The majority of the positions appeared to be less than two days old.
Heavy drops of rain still clung to the trees as the men of the Cacti Blue moved out on the day’s operation.
Air and artillery power had earlier been employed in the area northeast of Duc Lap. It was now the battalion’s task to move in and sweep the area.
Company B had barely begun its sweep when it uncovered a small complex of bunkers and foxholes tucked away in a shallow ravine. The company cautiously approached the complex. Reaching the first bunker, a Cacti Blue soldier thrust his M16 into the opening and cut loose with a quick burst, "just to make sure nobody was home."
As the dust settled, the. Ivyman peered into the fortification
Moving out, the company soon found a smaller complex and the slow painstaking process started again.
Nearby, the Cacti reconnaissance platoon uncovered an enemy night location.
Freshly dug fox holes and makeshift shelters offered mute evidence that the NVA platoon had used the facility the night before. However, the previous evening had seen a B52 strike fall a short distance from the NVA, probably making sleep impossible.
After spending what must have been a sleepless night, the enemy fled.
As the platoon cheeked through the abandoned night location, a sweep, conducted by Company A, under the leadership of First Lieutenant Donald Latella of Philadelphia, uncovered a well camouflaged NVA kitchen complex, complete with mess area and cooking facilities.
The stoves had been dug into the ground with a network of tree limbs criss-crossed over their top.

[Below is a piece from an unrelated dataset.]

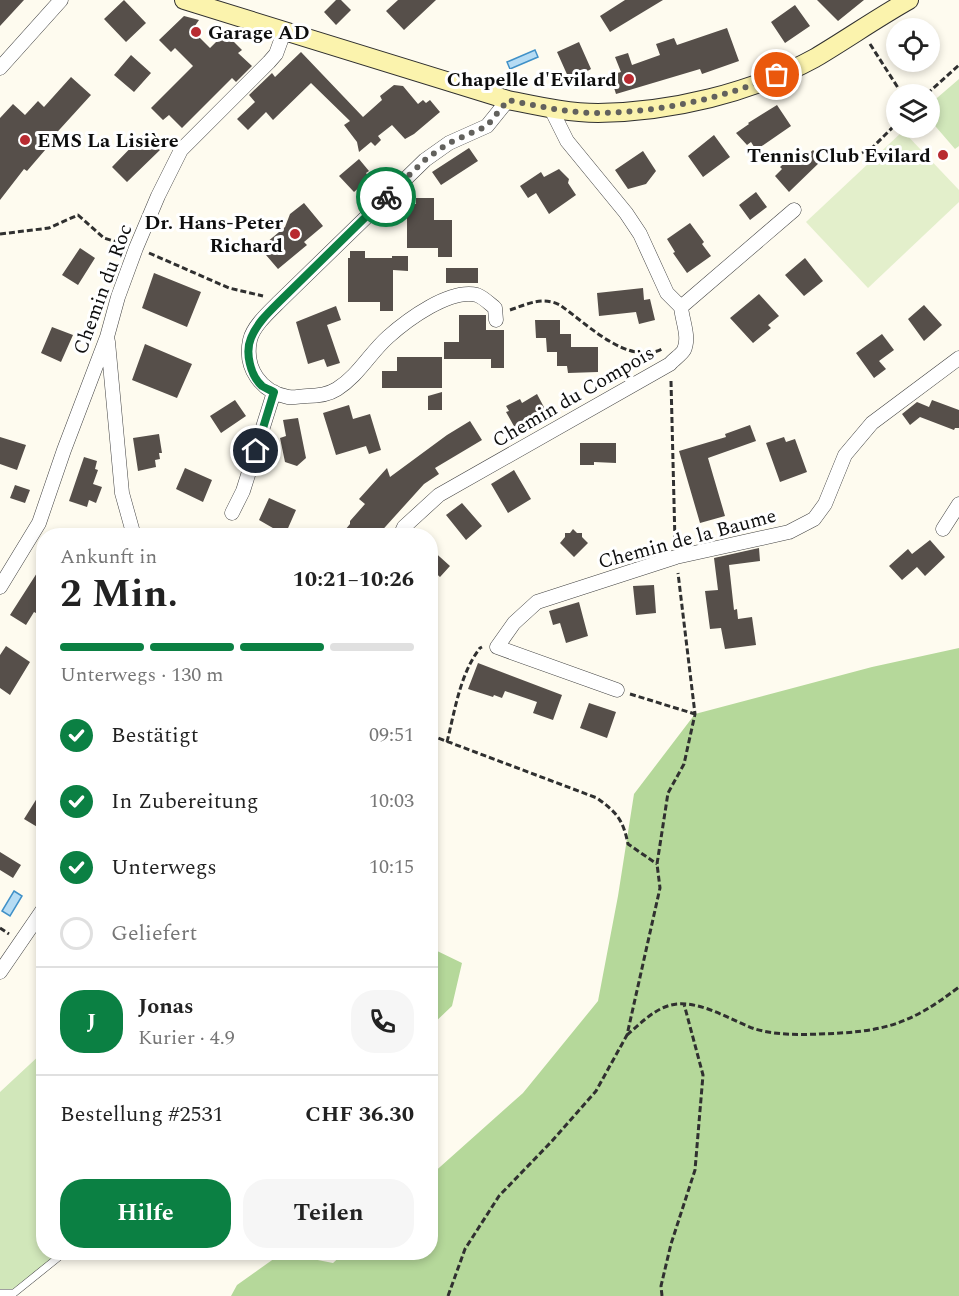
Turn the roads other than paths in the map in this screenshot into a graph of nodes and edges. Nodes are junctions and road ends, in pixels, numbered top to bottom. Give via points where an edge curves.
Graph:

As smoke traveled through this network, it would be defused, making. it more difficult to detect.
Large cooking pots were found scattered throughout the facility and freshly cut foliage covered the entire complex.
It appeared that "Charlie" had again been forced to run for his life.
Meanwhile, Company B was continuing its search of the area. While assessing the damage inflicted by the B52 strike, the company broke into a small clearing and discovered an abandoned anti-aircraft position.
"The place was littered with old ammo boxes and foxholes," recalled Specialist 4 Dick Larson of Stewart, Mich.
After stopping for chow, the units moved out again.
Company A made the final and largest discovery of the day.
Sweeping along a ridge line, the unit’s point man spotted a log protruding from a bush that "just didn’t look right."
Moving in to investigate, the Ivymen uncovered a battalion-sized bunker complex.
About 150 bunkers with overhead cover were found hidden in the dense undergrowth. Some were sleeping bunkers and others were fighting positions, but all were less than 48 hours old. As with the smaller complexes, the Ivymen carefully searched through the fortification.
Smoke belched from the tiny entrances as grenades and rifle fire preceded the men into the underground dwellings.
All evidence seemed to Indicate that the enemy had prepared the location, but had not had time to move into the bunkers.
Air and artillery units were notified of the discovery and plans were made for the destruction of the complex.
For the people of Duc Lap and the defenders of its neighboring special forces camp, the battle had ended, but for the surviving NVA, the fight was only changed.